*Task details*
Return every line from the records below that has the word "Кулахметова".

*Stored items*
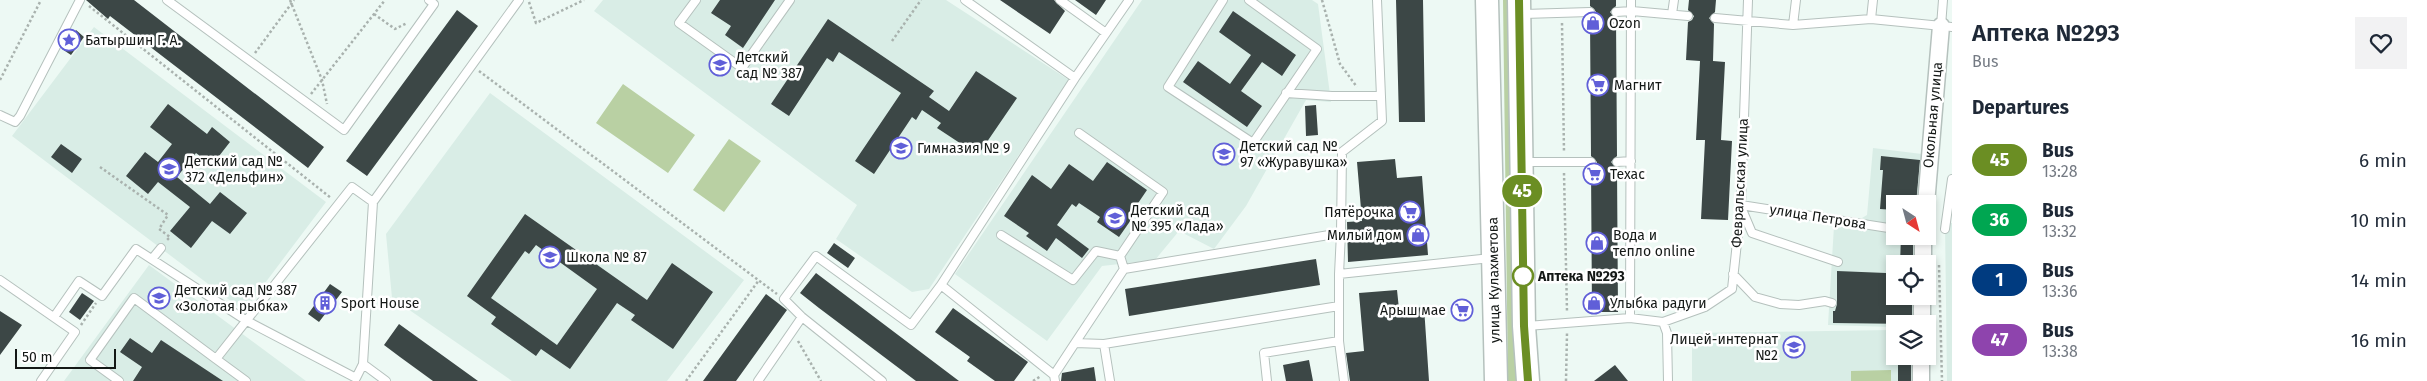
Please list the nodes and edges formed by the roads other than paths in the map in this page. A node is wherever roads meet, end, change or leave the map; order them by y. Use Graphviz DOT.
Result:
graph roads {
  1 [pos="81,0"];
  2 [pos="167,0"];
  3 [pos="429,0"];
  4 [pos="520,0"];
  5 [pos="696,0"];
  6 [pos="790,0"];
  7 [pos="964,0"];
  8 [pos="1060,0"];
  9 [pos="1129,0"];
  10 [pos="1224,0"];
  11 [pos="1249,0"];
  12 [pos="1377,0"];
  13 [pos="1487,0"];
  14 [pos="1632,0"];
  15 [pos="1674,0"];
  16 [pos="1748,0"];
  17 [pos="1796,0"];
  18 [pos="1873,0"];
  19 [pos="1943,0"];
  20 [pos="1519,7"];
  21 [pos="1632,11"];
  22 [pos="1590,12"];
  23 [pos="1616,12"];
  24 [pos="1672,14"];
  25 [pos="1688,16"];
  26 [pos="1715,18"];
  27 [pos="1871,19"];
  28 [pos="1747,20"];
  29 [pos="1793,25"];
  30 [pos="1946,27"];
  31 [pos="1106,34"];
  32 [pos="1075,78"];
  33 [pos="1286,93"];
  34 [pos="1381,96"];
  35 [pos="0,116"];
  36 [pos="1079,133"];
  37 [pos="1521,162"];
  38 [pos="1591,162"];
  39 [pos="1617,162"];
  40 [pos="1631,162"];
  41 [pos="1952,179"];
  42 [pos="1927,195"];
  43 [pos="373,202"];
  44 [pos="1740,205"];
  45 [pos="1886,228"];
  46 [pos="1945,229"];
  47 [pos="1341,233"];
  48 [pos="1001,235"];
  49 [pos="161,248"];
  50 [pos="1120,256"];
  51 [pos="1493,258"];
  52 [pos="152,259"];
  53 [pos="1838,262"];
  54 [pos="1124,269"];
  55 [pos="1339,274"];
  56 [pos="1733,274"];
  57 [pos="0,280"];
  58 [pos="941,285"];
  59 [pos="1832,303"];
  60 [pos="1339,306"];
  61 [pos="54,317"];
  62 [pos="802,317"];
  63 [pos="1630,318"];
  64 [pos="247,321"];
  65 [pos="1663,322"];
  66 [pos="1524,326"];
  67 [pos="1340,341"];
  68 [pos="1075,343"];
  69 [pos="1104,344"];
  70 [pos="216,359"];
  71 [pos="363,364"];
  72 [pos="1921,365"];
  73 [pos="1054,378"];
  74 [pos="354,380"];
  75 [pos="41,381"];
  76 [pos="119,381"];
  77 [pos="246,381"];
  78 [pos="386,381"];
  79 [pos="758,381"];
  80 [pos="882,381"];
  81 [pos="1110,381"];
  82 [pos="1267,381"];
  83 [pos="1344,381"];
  84 [pos="1496,381"];
  85 [pos="1528,381"];
  86 [pos="1668,381"];
  87 [pos="1920,381"];
  1 -- 35 [label="lane"];
  2 -- 3 [label="lane"];
  4 -- 43 [label="lane"];
  5 -- 6 [label="lane"];
  7 -- 32 [label="lane"];
  8 -- 31 [label="lane"];
  9 -- 31 [label="lane"];
  10 -- 33 [label="lane"];
  11 -- 33 [label="lane"];
  12 -- 34 [label="lane"];
  13 -- 51 [label="main road, улица Кулахметова"];
  14 -- 21 [label="lane"];
  15 -- 24 [label="lane"];
  16 -- 28 [label="lane, Февральская улица"];
  17 -- 29 [label="lane"];
  18 -- 27 [label="lane"];
  19 -- 30 [label="lane"];
  20 -- 22 [label="lane"];
  20 -- 37 [label="main road"];
  21 -- 23 [label="lane"];
  21 -- 24 [label="lane"];
  21 -- 40 [label="lane"];
  24 -- 25 [label="lane"];
  26 -- 28 [label="lane"];
  27 -- 29 [label="lane"];
  27 -- 30 [label="lane"];
  28 -- 29 [label="lane"];
  28 -- 44 [label="lane, Февральская улица"];
  30 -- 42 [label="street, Окольная улица"];
  31 -- 32 [label="lane"];
  32 -- 58 [label="lane"];
  33 -- 34 [label="lane"];
  34 -- 47 [label="lane"];
  36 -- 50 [label="lane"];
  37 -- 38 [label="lane"];
  37 -- 66 [label="main road"];
  39 -- 40 [label="lane"];
  40 -- 63 [label="lane"];
  41 -- 46 [label="lane"];
  43 -- 64 [label="lane"];
  43 -- 71 [label="lane"];
  44 -- 45 [label="lane, улица Петрова"];
  44 -- 53 [label="lane"];
  44 -- 56 [label="lane, Февральская улица"];
  47 -- 54 [label="lane"];
  47 -- 55 [label="lane"];
  48 -- 50 [label="lane"];
  49 -- 52 [label="lane"];
  50 -- 54 [label="lane"];
  51 -- 55 [label="lane"];
  51 -- 84 [label="main road, улица Кулахметова"];
  52 -- 61 [label="lane"];
  52 -- 64 [label="lane"];
  54 -- 68 [label="lane"];
  55 -- 60 [label="lane"];
  56 -- 59 [label="lane"];
  56 -- 65 [label="lane, Февральская улица"];
  57 -- 61 [label="lane"];
  58 -- 62 [label="lane"];
  58 -- 73 [label="lane"];
  60 -- 67 [label="lane"];
  60 -- 69 [label="lane"];
  61 -- 75 [label="lane"];
  62 -- 79 [label="lane"];
  62 -- 80 [label="lane"];
  63 -- 65 [label="lane, Февральская улица"];
  63 -- 66 [label="lane, Февральская улица"];
  64 -- 70 [label="lane"];
  64 -- 74 [label="lane"];
  65 -- 86 [label="lane"];
  66 -- 85 [label="main road"];
  67 -- 82 [label="lane"];
  67 -- 83 [label="lane"];
  68 -- 69 [label="lane"];
  68 -- 73 [label="lane"];
  69 -- 81 [label="lane"];
  70 -- 76 [label="lane"];
  70 -- 77 [label="lane"];
  71 -- 74 [label="lane"];
  71 -- 78 [label="lane"];
  72 -- 87 [label="street"];
}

*Output below*
  13 -- 51 [label="main road, улица Кулахметова"];
  51 -- 84 [label="main road, улица Кулахметова"];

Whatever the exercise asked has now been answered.